**Records supplied**:
___

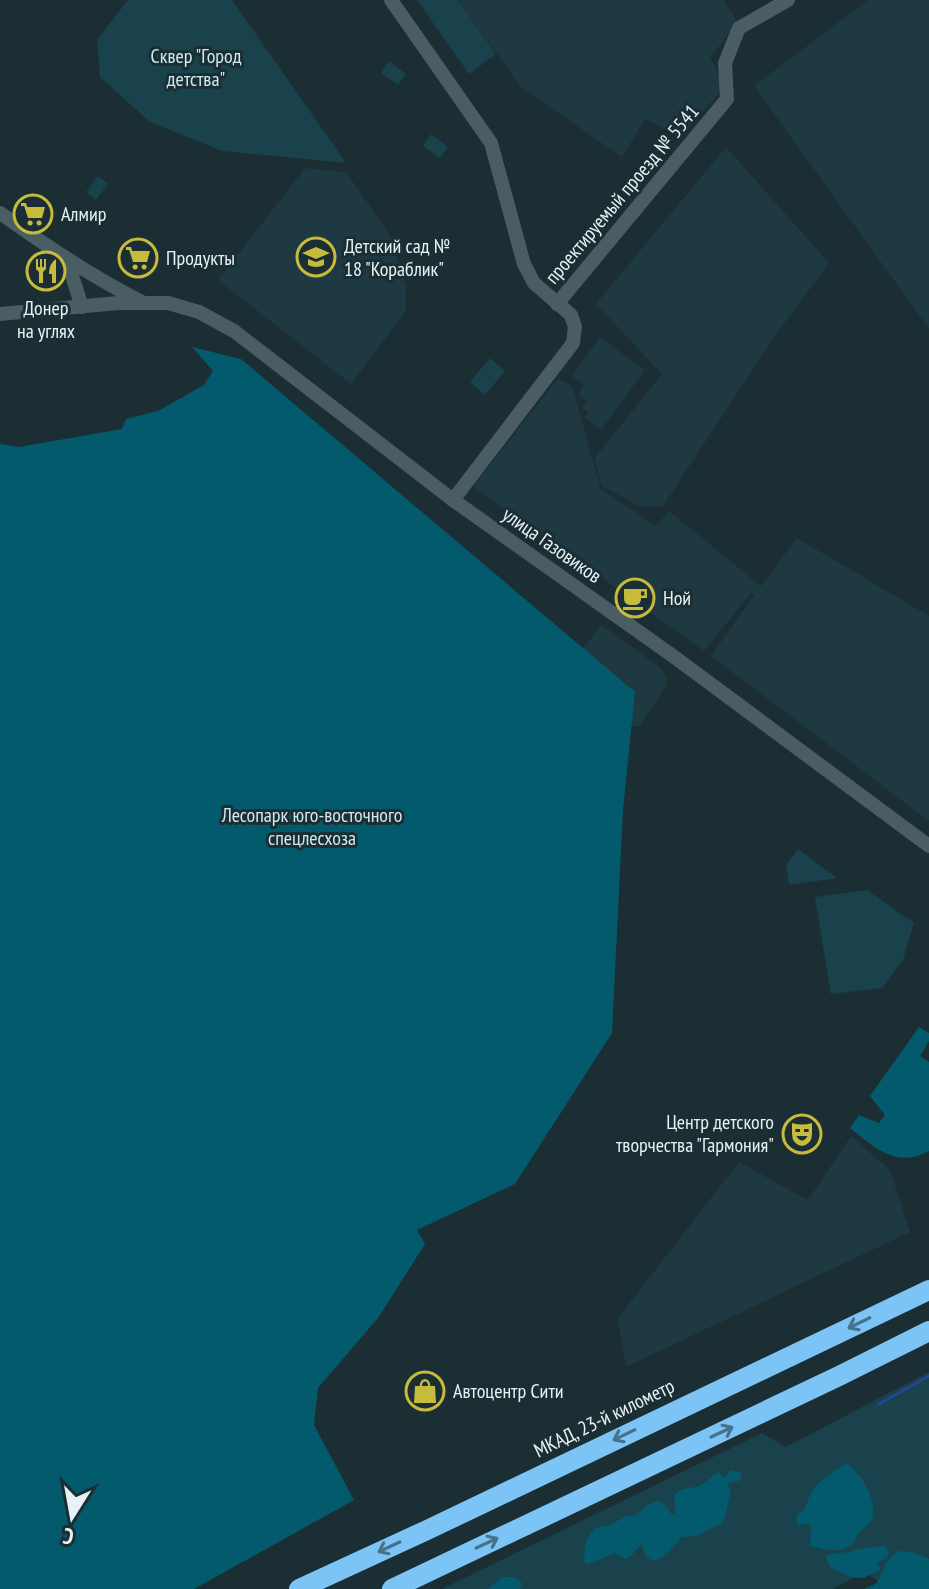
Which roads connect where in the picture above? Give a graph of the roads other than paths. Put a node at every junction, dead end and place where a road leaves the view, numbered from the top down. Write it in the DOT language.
graph roads {
  1 [pos="391,0"];
  2 [pos="788,0"];
  3 [pos="0,213"];
  4 [pos="67,260"];
  5 [pos="143,302"];
  6 [pos="557,304"];
  7 [pos="82,307"];
  8 [pos="0,314"];
  9 [pos="453,500"];
  10 [pos="929,846"];
  11 [pos="929,1290"];
  12 [pos="929,1331"];
  13 [pos="299,1589"];
  14 [pos="392,1589"];
  1 -- 6 [label="street"];
  2 -- 6 [label="street, проектируемый проезд № 5541"];
  3 -- 4 [label="street"];
  4 -- 5 [label="street"];
  4 -- 7 [label="street"];
  5 -- 7 [label="street"];
  5 -- 9 [label="street, улица Газовиков"];
  6 -- 9 [label="street, проектируемый проезд № 5541"];
  7 -- 8 [label="street"];
  9 -- 10 [label="street, улица Газовиков"];
  11 -- 13 [label="highway, МКАД, 23-й километр, one-way"];
  14 -- 12 [label="highway, one-way"];
}
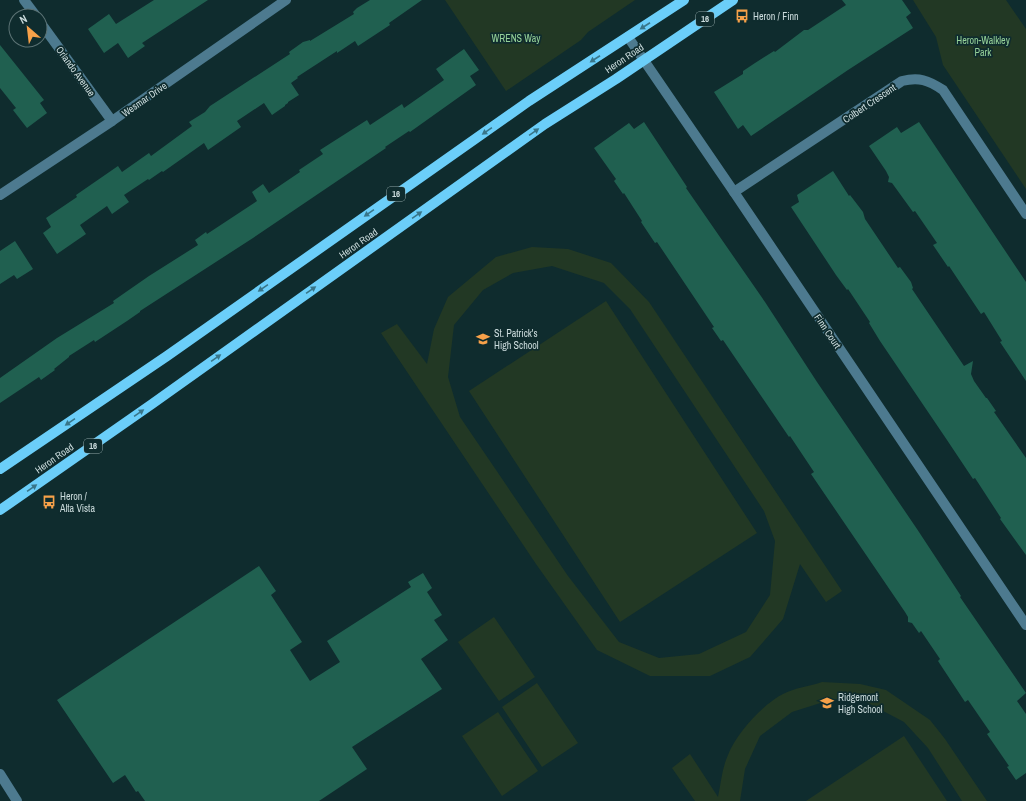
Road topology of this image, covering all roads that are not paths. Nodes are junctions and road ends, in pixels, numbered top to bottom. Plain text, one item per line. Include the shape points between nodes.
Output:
1 (286, 0) edge
2 (684, 0) edge
3 (732, 0) edge
4 (48, 33) edge
5 (628, 37) junction
6 (644, 60) junction
7 (112, 121) junction
8 (734, 192) junction
9 (0, 195) edge
10 (1026, 214) edge
11 (0, 468) edge
12 (0, 510) edge
13 (1026, 625) edge
14 (0, 774) edge
15 (17, 801) edge

1 - 7 street, Wesmar Drive
2 -> 5 main road, Heron Road / 16
3 - 6 main road, Heron Road / 16
4 - 7 street, Orlando Avenue
5 - 6 street, Finn Court
5 -> 11 main road, Heron Road / 16 via 529,101 167,356
6 - 8 street, Finn Court
12 -> 6 main road, Heron Road / 16 via 545,124
7 - 9 street, Wesmar Drive
8 - 10 street, Colbert Crescent via 902,81 913,78 930,81 943,90
8 - 13 street, Finn Court
14 - 15 street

___

**What you should do**:
Drop the images, then copy the data exactly.

**Your solution**:
Which roads connect where in the picture above? Give a graph of the roads other than paths. Put a node at every junction, dead end and place where a road leaves the view, numbered from the top down. Write it in the DOT language.
graph roads {
  1 [pos="391,0"];
  2 [pos="788,0"];
  3 [pos="0,213"];
  4 [pos="67,260"];
  5 [pos="143,302"];
  6 [pos="557,304"];
  7 [pos="82,307"];
  8 [pos="0,314"];
  9 [pos="453,500"];
  10 [pos="929,846"];
  11 [pos="929,1290"];
  12 [pos="929,1331"];
  13 [pos="299,1589"];
  14 [pos="392,1589"];
  1 -- 6 [label="street"];
  2 -- 6 [label="street, проектируемый проезд № 5541"];
  3 -- 4 [label="street"];
  4 -- 5 [label="street"];
  4 -- 7 [label="street"];
  5 -- 7 [label="street"];
  5 -- 9 [label="street, улица Газовиков"];
  6 -- 9 [label="street, проектируемый проезд № 5541"];
  7 -- 8 [label="street"];
  9 -- 10 [label="street, улица Газовиков"];
  11 -- 13 [label="highway, МКАД, 23-й километр, one-way"];
  14 -- 12 [label="highway, one-way"];
}
Road topology of this image, covering all roads that are not paths. Nodes are junctions and road ends, in pixels, numbered top to bottom. Plain text, one item per line. Include the shape points between nodes.
Output:
1 (286, 0) edge
2 (684, 0) edge
3 (732, 0) edge
4 (48, 33) edge
5 (628, 37) junction
6 (644, 60) junction
7 (112, 121) junction
8 (734, 192) junction
9 (0, 195) edge
10 (1026, 214) edge
11 (0, 468) edge
12 (0, 510) edge
13 (1026, 625) edge
14 (0, 774) edge
15 (17, 801) edge

1 - 7 street, Wesmar Drive
2 -> 5 main road, Heron Road / 16
3 - 6 main road, Heron Road / 16
4 - 7 street, Orlando Avenue
5 - 6 street, Finn Court
5 -> 11 main road, Heron Road / 16 via 529,101 167,356
6 - 8 street, Finn Court
12 -> 6 main road, Heron Road / 16 via 545,124
7 - 9 street, Wesmar Drive
8 - 10 street, Colbert Crescent via 902,81 913,78 930,81 943,90
8 - 13 street, Finn Court
14 - 15 street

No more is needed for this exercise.